• **Task to carry out**
For each line of the data that includes the word "dead", copy the line.

Stored data
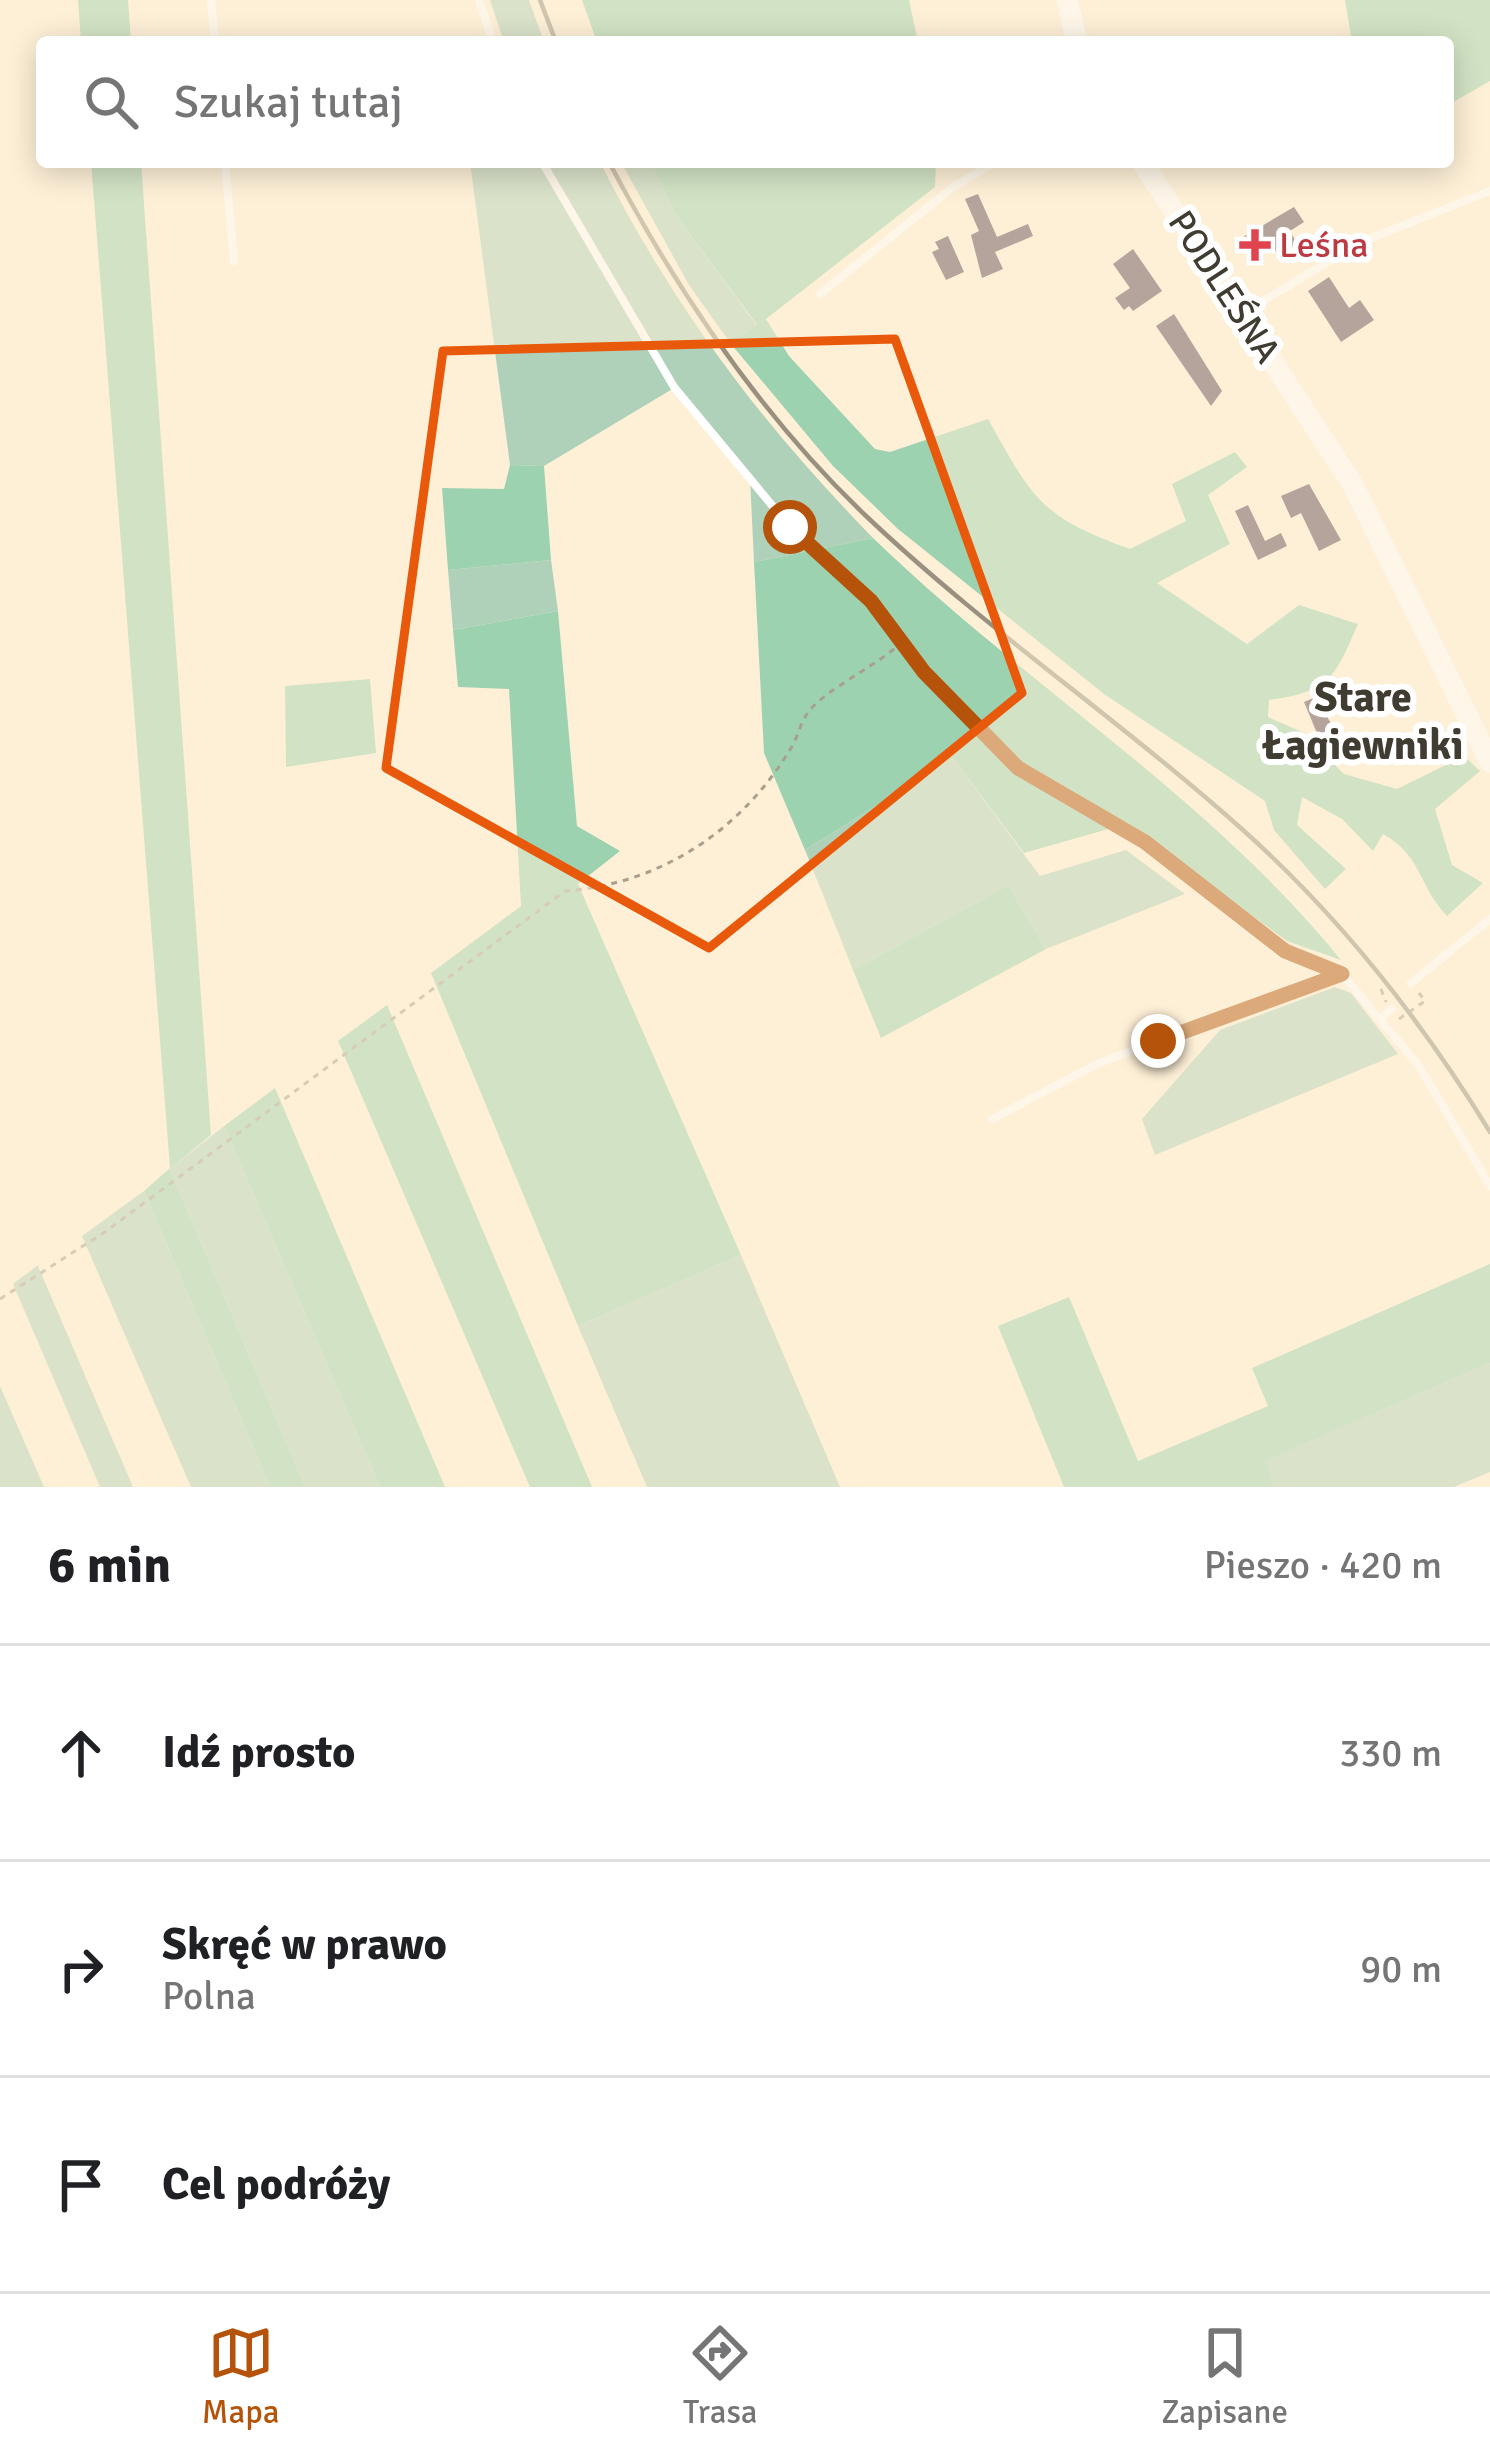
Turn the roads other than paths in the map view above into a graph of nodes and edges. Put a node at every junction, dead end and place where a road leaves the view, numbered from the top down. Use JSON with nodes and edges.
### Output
{"nodes":[{"id":1,"x":211,"y":0,"type":"edge"},
{"id":2,"x":479,"y":0,"type":"edge"},
{"id":3,"x":1067,"y":0,"type":"edge"},
{"id":4,"x":214,"y":36,"type":"edge"},
{"id":5,"x":491,"y":36,"type":"edge"},
{"id":6,"x":1076,"y":36,"type":"edge"},
{"id":7,"x":226,"y":168,"type":"edge"},
{"id":8,"x":546,"y":168,"type":"edge"},
{"id":9,"x":985,"y":168,"type":"edge"},
{"id":10,"x":1146,"y":168,"type":"edge"},
{"id":11,"x":1490,"y":190,"type":"edge"},
{"id":12,"x":234,"y":261,"type":"dead end"},
{"id":13,"x":820,"y":294,"type":"dead end"},
{"id":14,"x":1242,"y":314,"type":"junction"},
{"id":15,"x":1490,"y":762,"type":"edge"},
{"id":16,"x":1490,"y":919,"type":"edge"},
{"id":17,"x":1342,"y":974,"type":"junction"},
{"id":18,"x":1411,"y":983,"type":"road end"},
{"id":19,"x":1391,"y":1009,"type":"road end"},
{"id":20,"x":1380,"y":1019,"type":"junction"},
{"id":21,"x":992,"y":1119,"type":"dead end"},
{"id":22,"x":1490,"y":1186,"type":"edge"}],
"edges":[{"from":1,"to":4,"type":"lane"},
{"from":2,"to":5,"type":"lane"},
{"from":3,"to":6,"type":"street"},
{"from":7,"to":12,"type":"lane"},
{"from":8,"to":17,"type":"lane"},
{"from":9,"to":13,"type":"lane"},
{"from":10,"to":14,"type":"street","name":"PODLEŚNA"},
{"from":11,"to":14,"type":"lane"},
{"from":14,"to":15,"type":"street","name":"PODLEŚNA"},
{"from":16,"to":18,"type":"lane"},
{"from":17,"to":20,"type":"lane"},
{"from":17,"to":21,"type":"lane"},
{"from":19,"to":20,"type":"lane"},
{"from":20,"to":22,"type":"lane"}]}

• **Task answer**
Turn the roads other than paths in the map view above into a graph of nodes and edges. Put a node at every junction, dead end and place where a road leaves the view, numbered from the top down. Use JSON with nodes and edges.
{"id":12,"x":234,"y":261,"type":"dead end"},
{"id":13,"x":820,"y":294,"type":"dead end"},
{"id":21,"x":992,"y":1119,"type":"dead end"},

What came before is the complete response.